IL PRIMO MAGAZINE ONLINE ITALIANO
PER ORIENTARTI NEL MONDO DEL VINO

Italian Wine Tour

Italian Wine Tour: 6 settimane, 90 aziende e 7000km in camper alla scoperta della nostra Italia del vino con focus l'Hospitality. Un viaggio che ci porterà a scoprire i servizi enoturistici e le risorse umane delle cantine italiane che hanno fatto dell'accoglienza un asset strategico della loro azienda.
Italian Wine Tour Venerdi 23 Luglio 2021

A Petra: quando il bello è la prima arma di accoglienza

Il racconto delle persone che ci hanno accolto nelle loro aziende facendoci capire l’importanza della relazione.

di Lavinia Furlani

Sembrerebbe troppo facile raccontare di esperienze di enoturismo quando tocchiamo aziende che hanno strutture così belle che le rendono famose in tutto il mondo. E invece è proprio qui che il fattore umano si trova a dover gestire una sfida ancora più complessa: essere all’altezza della struttura.

Già da cinque km prima la vedi, come un tempio Maya e, man mano che ti avvicini, senti salire dentro di te l’aspettativa: chissà come sarà gestita l’esperienza di enoturismo, chissà chi mi trasferirà i valori e le scelte architettoniche di una cantina così esclusiva. Ed è per questo che non è facile superare la prova accoglienza in aziende come Petra.
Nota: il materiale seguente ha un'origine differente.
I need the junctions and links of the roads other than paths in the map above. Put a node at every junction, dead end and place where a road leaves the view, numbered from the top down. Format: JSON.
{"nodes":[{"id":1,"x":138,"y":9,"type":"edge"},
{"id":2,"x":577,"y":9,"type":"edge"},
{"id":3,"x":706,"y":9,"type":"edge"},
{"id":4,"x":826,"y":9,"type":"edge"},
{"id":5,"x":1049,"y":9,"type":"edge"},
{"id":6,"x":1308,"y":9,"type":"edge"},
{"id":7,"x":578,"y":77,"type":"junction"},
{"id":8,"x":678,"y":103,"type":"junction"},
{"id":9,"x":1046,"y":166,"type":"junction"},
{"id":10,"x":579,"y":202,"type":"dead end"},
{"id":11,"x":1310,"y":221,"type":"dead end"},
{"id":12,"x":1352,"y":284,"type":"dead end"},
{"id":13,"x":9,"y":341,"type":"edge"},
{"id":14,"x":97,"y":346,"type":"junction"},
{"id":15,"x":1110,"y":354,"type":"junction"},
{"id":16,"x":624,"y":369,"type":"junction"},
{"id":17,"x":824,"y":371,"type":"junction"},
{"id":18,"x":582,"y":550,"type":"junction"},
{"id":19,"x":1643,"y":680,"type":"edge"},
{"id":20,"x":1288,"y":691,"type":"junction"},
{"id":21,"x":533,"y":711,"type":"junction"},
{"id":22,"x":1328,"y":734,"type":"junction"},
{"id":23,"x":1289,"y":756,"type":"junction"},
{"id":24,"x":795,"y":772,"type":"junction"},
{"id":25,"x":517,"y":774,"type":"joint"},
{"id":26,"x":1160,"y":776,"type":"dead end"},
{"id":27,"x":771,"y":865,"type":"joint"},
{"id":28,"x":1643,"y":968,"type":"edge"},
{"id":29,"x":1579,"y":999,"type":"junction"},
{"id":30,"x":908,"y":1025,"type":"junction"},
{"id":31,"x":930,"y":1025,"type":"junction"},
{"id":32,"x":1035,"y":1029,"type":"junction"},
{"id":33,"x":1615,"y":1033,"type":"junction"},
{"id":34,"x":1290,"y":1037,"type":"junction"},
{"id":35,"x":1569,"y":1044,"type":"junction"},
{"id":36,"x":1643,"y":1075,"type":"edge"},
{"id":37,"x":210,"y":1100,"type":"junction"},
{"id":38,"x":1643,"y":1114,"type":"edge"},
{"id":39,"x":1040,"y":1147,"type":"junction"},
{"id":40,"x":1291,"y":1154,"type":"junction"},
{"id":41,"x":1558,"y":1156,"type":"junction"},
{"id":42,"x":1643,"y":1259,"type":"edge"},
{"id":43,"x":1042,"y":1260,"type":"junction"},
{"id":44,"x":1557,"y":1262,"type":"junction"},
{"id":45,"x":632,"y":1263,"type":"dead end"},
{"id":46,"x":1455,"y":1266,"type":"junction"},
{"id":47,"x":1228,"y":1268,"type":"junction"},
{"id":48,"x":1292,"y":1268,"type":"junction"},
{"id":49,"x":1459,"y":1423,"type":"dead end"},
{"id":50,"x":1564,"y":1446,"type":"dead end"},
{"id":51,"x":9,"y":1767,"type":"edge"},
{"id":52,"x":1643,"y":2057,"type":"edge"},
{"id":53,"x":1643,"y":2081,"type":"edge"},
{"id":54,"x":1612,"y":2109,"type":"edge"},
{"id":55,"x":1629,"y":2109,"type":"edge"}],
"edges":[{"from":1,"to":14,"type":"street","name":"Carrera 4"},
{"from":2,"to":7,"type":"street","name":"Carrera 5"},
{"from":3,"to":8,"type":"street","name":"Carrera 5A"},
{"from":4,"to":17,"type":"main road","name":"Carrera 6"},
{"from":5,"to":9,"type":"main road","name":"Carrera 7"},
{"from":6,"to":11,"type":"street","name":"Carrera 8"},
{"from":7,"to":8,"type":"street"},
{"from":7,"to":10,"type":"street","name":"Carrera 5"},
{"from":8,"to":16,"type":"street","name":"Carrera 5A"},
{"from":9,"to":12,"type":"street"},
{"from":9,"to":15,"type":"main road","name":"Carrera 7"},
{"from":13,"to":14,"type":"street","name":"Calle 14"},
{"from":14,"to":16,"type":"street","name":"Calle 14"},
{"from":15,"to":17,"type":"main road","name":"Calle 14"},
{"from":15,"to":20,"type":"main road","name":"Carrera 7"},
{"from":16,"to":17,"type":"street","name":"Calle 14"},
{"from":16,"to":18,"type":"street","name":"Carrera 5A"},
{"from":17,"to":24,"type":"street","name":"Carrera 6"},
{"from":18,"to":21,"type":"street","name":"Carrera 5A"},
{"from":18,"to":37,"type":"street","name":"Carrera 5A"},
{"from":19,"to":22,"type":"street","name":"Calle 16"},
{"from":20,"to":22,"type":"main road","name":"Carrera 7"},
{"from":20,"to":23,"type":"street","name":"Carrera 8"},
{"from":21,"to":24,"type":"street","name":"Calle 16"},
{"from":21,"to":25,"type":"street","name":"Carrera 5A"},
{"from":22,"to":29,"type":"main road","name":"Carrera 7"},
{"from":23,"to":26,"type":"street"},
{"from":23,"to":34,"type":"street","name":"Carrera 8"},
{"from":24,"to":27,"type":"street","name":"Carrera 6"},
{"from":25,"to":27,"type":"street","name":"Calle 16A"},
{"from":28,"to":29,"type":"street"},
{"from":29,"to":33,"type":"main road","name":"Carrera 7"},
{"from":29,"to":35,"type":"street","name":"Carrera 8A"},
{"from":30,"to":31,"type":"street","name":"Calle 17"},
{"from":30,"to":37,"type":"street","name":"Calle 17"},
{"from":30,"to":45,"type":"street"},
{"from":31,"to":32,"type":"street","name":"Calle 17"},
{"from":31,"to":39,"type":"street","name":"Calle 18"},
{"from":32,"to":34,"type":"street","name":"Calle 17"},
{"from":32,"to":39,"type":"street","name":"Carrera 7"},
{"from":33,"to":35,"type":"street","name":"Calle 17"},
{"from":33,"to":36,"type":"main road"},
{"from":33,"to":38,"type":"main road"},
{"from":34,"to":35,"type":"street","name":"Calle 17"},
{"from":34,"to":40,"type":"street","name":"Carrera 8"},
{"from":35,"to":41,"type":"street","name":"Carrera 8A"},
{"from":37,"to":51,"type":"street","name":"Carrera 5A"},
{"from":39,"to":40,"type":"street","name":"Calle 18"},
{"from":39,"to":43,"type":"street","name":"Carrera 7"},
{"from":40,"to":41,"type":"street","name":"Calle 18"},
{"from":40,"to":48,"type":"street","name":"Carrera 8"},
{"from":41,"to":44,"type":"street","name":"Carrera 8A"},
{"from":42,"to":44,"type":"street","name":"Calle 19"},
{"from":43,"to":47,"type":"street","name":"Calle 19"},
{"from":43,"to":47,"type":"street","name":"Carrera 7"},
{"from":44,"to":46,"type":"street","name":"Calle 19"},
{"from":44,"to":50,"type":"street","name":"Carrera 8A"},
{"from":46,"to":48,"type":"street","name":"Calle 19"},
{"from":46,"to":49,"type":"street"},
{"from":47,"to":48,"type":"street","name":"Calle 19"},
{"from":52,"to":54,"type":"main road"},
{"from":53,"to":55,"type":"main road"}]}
C’è riuscita perfettamente Elena Volyanska, referente accoglienza a Petra, che ci ha accompagnato in una visita che ha saputo convincerci sia nell’impostazione che nella relazione.

Elena ha saputo miscelare lo storytelling in modo perfetto, passando dalle informazioni sulla famiglia, alla parte di architettura, a dati tecnici ed enologici, agli aneddoti che ti rimangono impressi anche dopo qualche mese dalla visita.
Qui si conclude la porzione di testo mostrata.